Work to be completed:
Give back each line of the material that contains the word "joint".

Data for this exercise:

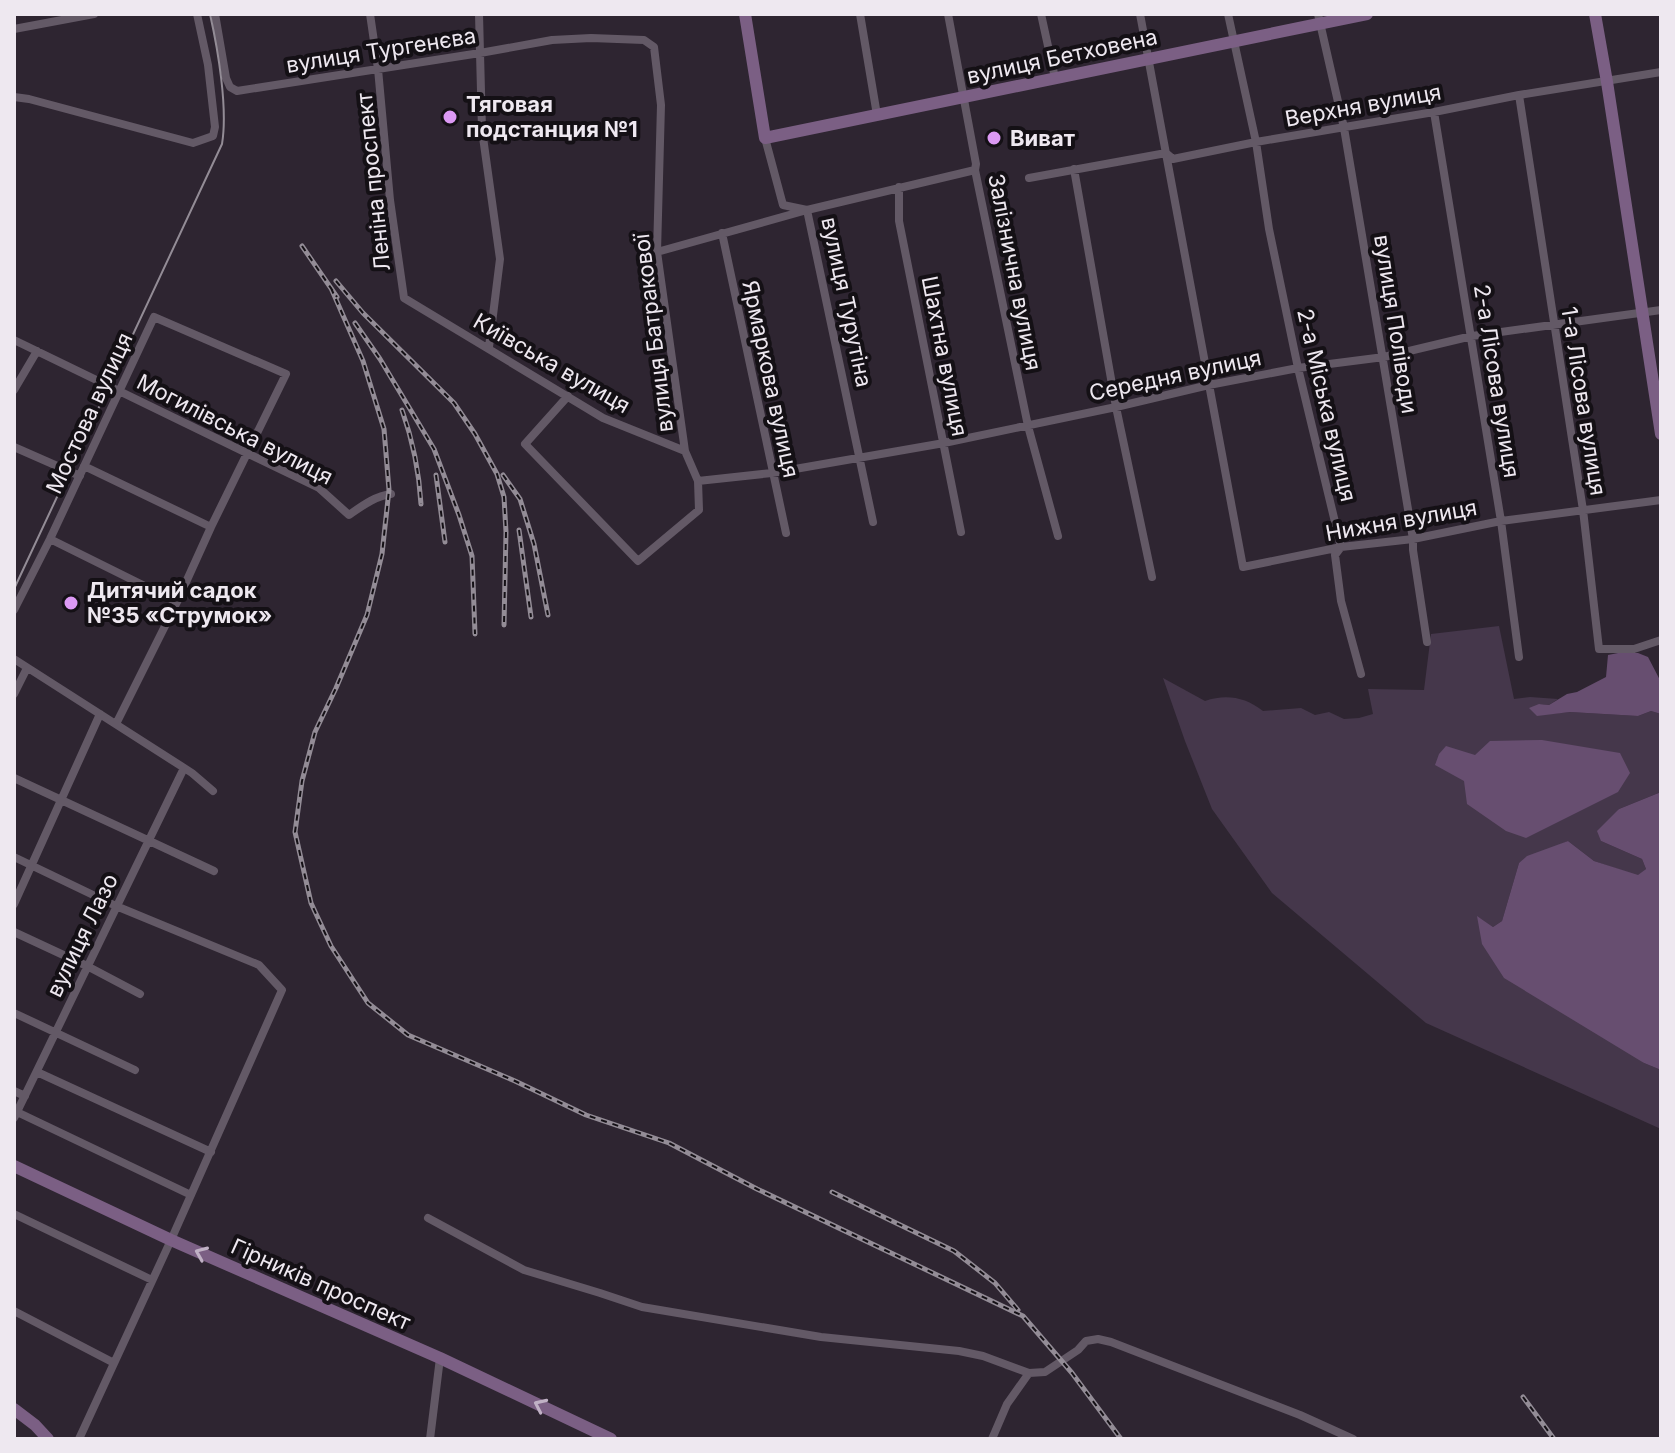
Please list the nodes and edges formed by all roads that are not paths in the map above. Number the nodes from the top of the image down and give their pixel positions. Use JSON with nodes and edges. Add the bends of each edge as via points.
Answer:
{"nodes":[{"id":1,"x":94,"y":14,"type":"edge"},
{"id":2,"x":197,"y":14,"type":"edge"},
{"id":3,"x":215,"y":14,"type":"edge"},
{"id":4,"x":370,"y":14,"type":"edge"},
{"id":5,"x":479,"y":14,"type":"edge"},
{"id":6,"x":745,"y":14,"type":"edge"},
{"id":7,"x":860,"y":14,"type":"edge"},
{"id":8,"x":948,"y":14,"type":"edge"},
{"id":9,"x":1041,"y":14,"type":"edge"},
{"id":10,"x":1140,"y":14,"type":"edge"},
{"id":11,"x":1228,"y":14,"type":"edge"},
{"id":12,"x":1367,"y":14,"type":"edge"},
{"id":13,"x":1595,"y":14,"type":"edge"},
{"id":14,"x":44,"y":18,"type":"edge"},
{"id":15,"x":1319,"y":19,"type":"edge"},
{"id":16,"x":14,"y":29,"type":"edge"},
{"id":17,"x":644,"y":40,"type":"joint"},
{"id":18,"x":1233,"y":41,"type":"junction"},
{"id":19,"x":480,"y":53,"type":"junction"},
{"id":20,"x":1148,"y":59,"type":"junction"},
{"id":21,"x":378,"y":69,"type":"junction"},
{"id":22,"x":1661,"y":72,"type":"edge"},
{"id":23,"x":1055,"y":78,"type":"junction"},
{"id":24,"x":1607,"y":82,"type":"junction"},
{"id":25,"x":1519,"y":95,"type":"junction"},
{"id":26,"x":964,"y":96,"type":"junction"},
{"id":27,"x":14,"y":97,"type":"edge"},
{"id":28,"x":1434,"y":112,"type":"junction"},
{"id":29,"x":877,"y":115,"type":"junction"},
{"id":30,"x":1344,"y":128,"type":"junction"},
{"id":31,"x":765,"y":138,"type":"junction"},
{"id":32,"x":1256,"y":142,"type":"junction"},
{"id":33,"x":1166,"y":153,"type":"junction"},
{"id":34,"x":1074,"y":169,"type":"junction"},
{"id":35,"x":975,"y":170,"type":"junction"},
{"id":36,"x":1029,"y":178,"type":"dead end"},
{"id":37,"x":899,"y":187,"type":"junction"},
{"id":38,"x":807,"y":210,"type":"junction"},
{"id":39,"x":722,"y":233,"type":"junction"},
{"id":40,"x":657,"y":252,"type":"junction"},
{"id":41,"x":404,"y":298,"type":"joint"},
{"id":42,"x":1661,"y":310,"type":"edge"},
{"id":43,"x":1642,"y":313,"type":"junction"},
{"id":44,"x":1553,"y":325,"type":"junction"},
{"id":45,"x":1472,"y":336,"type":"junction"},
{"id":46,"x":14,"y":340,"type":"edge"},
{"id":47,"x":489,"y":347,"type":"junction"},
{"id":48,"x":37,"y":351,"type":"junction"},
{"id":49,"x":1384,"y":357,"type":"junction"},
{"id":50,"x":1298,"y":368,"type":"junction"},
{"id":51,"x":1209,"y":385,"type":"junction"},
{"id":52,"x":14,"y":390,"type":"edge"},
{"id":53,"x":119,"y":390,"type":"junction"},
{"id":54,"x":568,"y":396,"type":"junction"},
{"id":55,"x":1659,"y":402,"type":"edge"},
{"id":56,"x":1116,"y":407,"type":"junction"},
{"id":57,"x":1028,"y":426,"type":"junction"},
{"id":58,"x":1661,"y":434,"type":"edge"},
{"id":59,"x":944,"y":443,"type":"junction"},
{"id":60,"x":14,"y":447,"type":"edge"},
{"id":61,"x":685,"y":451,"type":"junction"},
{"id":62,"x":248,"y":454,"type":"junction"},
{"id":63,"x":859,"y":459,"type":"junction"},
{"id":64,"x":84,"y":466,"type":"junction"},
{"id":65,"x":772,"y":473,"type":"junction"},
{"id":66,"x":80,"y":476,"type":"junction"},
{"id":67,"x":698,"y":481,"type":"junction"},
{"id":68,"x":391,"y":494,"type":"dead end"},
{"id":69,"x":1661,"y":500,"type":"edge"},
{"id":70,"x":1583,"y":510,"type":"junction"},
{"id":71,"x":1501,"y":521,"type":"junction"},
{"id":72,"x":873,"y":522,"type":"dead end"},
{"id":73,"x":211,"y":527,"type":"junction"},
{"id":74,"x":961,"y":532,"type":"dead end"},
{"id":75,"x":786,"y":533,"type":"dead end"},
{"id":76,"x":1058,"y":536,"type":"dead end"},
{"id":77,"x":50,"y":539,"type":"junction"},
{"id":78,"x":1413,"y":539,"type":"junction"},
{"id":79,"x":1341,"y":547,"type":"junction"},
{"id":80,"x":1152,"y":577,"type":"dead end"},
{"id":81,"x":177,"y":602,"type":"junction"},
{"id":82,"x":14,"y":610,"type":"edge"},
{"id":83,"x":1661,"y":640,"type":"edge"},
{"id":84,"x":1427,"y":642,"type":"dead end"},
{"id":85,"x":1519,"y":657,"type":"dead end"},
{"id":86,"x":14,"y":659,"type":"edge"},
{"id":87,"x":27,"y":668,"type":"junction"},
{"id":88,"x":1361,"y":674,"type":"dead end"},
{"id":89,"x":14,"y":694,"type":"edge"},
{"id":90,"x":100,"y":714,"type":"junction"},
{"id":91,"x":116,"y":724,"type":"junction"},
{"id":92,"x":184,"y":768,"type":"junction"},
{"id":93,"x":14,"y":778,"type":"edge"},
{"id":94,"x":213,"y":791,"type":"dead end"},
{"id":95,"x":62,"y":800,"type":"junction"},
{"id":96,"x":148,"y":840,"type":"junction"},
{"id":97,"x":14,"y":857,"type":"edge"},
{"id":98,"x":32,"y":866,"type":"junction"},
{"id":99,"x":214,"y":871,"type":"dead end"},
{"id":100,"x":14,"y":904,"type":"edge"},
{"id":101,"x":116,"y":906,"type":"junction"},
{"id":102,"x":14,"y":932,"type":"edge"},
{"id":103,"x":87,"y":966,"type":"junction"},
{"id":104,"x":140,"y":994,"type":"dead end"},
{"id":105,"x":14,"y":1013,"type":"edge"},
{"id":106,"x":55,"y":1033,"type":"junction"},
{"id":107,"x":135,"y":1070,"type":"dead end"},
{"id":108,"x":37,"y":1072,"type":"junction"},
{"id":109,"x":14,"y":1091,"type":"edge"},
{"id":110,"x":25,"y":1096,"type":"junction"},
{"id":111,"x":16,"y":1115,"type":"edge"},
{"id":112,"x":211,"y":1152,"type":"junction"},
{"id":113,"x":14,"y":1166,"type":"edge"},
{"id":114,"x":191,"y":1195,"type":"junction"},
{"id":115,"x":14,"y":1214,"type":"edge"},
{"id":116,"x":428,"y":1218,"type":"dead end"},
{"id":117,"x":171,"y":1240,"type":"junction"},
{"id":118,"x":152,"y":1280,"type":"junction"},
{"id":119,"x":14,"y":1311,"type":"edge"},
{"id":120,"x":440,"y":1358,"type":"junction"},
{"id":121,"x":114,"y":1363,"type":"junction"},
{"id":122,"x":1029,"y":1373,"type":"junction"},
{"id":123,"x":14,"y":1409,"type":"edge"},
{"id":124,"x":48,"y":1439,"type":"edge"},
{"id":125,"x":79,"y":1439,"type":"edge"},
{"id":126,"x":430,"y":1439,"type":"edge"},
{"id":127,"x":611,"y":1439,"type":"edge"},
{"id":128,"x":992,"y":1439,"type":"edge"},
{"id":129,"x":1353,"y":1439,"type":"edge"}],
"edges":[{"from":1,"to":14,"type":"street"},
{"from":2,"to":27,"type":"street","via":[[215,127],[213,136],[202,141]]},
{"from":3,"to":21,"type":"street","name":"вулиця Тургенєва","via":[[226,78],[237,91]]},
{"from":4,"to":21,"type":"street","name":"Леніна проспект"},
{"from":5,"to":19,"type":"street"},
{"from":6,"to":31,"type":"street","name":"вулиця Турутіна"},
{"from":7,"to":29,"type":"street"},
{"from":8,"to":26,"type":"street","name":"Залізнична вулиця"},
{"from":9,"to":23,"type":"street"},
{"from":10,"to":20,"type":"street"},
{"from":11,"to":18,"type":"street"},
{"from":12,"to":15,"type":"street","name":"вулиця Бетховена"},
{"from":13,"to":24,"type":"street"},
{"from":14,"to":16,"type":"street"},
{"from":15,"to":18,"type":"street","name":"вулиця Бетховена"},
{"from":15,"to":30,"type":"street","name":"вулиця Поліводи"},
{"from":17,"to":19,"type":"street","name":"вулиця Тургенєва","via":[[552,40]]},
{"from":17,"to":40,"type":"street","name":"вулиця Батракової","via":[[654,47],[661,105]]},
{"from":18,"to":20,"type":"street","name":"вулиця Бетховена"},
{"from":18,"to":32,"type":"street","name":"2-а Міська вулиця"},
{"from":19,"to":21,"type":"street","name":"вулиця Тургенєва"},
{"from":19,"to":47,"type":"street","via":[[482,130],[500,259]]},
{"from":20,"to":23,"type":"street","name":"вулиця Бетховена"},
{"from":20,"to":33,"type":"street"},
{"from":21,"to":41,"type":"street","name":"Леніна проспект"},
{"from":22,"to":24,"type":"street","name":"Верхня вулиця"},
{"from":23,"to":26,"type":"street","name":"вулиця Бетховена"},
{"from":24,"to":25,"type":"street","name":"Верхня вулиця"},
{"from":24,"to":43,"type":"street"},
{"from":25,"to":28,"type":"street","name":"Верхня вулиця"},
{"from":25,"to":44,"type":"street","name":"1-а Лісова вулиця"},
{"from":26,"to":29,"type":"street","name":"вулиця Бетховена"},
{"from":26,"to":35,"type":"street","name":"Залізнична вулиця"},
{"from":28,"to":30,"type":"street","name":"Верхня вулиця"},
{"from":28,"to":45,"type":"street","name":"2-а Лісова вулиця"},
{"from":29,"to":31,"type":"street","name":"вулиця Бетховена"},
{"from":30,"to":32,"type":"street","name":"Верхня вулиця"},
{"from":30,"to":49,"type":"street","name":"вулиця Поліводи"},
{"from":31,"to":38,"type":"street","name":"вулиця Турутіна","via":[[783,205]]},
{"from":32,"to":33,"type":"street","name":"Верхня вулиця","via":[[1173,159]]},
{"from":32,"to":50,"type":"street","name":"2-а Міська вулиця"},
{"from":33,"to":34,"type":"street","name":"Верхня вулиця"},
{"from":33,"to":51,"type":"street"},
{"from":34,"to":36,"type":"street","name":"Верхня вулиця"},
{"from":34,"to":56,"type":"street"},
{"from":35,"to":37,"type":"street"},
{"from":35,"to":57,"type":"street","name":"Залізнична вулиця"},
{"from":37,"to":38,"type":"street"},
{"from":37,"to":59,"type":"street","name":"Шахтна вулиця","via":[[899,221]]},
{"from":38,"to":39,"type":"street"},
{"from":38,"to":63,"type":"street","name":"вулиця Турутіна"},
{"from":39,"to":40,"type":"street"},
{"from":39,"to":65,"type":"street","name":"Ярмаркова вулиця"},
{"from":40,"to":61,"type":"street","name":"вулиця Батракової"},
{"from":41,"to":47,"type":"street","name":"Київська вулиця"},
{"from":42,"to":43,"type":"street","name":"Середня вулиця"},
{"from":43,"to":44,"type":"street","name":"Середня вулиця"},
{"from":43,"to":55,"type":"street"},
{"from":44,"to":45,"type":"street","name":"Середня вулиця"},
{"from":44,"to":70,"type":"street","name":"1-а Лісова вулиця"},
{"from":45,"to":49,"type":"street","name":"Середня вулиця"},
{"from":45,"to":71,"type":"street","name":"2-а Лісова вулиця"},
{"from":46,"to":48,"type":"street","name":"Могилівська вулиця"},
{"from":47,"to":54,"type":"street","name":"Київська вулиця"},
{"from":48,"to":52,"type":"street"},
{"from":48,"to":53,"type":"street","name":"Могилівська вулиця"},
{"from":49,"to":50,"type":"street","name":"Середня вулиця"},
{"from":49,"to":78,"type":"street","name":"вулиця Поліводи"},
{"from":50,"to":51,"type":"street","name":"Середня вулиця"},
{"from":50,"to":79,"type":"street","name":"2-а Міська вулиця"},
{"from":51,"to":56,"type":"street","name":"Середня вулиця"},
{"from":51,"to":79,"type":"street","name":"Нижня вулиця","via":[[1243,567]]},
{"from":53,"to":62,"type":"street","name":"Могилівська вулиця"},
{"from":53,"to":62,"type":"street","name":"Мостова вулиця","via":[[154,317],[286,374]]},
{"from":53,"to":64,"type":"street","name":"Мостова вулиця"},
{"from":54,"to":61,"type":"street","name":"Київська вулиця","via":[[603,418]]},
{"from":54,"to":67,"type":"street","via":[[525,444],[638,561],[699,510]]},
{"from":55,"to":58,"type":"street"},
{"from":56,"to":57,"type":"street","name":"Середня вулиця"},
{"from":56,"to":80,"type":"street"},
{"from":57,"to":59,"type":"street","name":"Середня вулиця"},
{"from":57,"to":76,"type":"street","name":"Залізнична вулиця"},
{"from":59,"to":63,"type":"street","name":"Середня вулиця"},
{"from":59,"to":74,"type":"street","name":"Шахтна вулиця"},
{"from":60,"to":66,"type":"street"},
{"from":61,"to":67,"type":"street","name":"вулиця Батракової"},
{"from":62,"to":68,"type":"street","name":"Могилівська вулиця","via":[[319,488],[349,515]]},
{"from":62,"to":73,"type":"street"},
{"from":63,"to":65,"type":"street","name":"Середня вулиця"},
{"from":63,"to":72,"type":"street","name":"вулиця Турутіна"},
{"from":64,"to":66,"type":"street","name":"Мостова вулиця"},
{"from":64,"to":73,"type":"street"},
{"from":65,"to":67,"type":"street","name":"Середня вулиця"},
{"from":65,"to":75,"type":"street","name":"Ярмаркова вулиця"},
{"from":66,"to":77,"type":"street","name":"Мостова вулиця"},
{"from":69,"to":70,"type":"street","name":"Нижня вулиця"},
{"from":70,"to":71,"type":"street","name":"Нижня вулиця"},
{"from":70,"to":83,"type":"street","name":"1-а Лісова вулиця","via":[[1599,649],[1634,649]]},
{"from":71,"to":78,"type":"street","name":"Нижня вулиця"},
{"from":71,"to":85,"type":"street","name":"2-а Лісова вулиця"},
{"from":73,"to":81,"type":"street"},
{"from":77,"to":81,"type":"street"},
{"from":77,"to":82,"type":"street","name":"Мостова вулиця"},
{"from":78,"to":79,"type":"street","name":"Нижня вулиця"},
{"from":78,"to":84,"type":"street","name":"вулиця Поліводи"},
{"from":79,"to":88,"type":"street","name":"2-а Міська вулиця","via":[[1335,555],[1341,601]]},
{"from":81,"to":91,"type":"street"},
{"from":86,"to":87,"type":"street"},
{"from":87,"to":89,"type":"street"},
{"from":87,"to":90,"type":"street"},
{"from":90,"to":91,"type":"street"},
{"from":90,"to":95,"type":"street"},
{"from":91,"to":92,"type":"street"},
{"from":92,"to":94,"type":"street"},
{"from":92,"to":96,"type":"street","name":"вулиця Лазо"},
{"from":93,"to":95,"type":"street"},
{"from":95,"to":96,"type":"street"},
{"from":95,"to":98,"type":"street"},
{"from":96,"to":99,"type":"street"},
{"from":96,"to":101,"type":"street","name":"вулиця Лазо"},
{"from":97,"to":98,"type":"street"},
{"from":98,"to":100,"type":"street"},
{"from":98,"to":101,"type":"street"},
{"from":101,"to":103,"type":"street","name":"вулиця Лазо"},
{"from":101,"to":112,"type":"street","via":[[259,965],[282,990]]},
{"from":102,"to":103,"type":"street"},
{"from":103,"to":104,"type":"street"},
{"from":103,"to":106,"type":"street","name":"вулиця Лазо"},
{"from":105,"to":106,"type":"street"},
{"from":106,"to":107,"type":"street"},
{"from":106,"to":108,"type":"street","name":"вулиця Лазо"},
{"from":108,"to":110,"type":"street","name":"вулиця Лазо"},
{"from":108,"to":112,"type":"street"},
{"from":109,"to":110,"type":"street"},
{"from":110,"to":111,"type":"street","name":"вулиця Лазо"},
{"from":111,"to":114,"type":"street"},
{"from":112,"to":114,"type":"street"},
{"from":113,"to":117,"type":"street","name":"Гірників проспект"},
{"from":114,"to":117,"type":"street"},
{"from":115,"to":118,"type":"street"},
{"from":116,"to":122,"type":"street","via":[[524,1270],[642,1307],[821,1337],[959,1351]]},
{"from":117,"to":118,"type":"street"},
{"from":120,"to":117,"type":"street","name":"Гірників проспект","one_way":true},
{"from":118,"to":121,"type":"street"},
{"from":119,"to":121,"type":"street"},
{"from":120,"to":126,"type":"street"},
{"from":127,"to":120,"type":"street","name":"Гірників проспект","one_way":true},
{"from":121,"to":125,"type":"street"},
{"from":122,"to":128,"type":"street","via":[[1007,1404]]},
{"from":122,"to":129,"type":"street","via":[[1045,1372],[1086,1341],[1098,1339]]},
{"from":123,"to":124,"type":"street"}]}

Response box:
{"id":17,"x":644,"y":40,"type":"joint"},
{"id":41,"x":404,"y":298,"type":"joint"},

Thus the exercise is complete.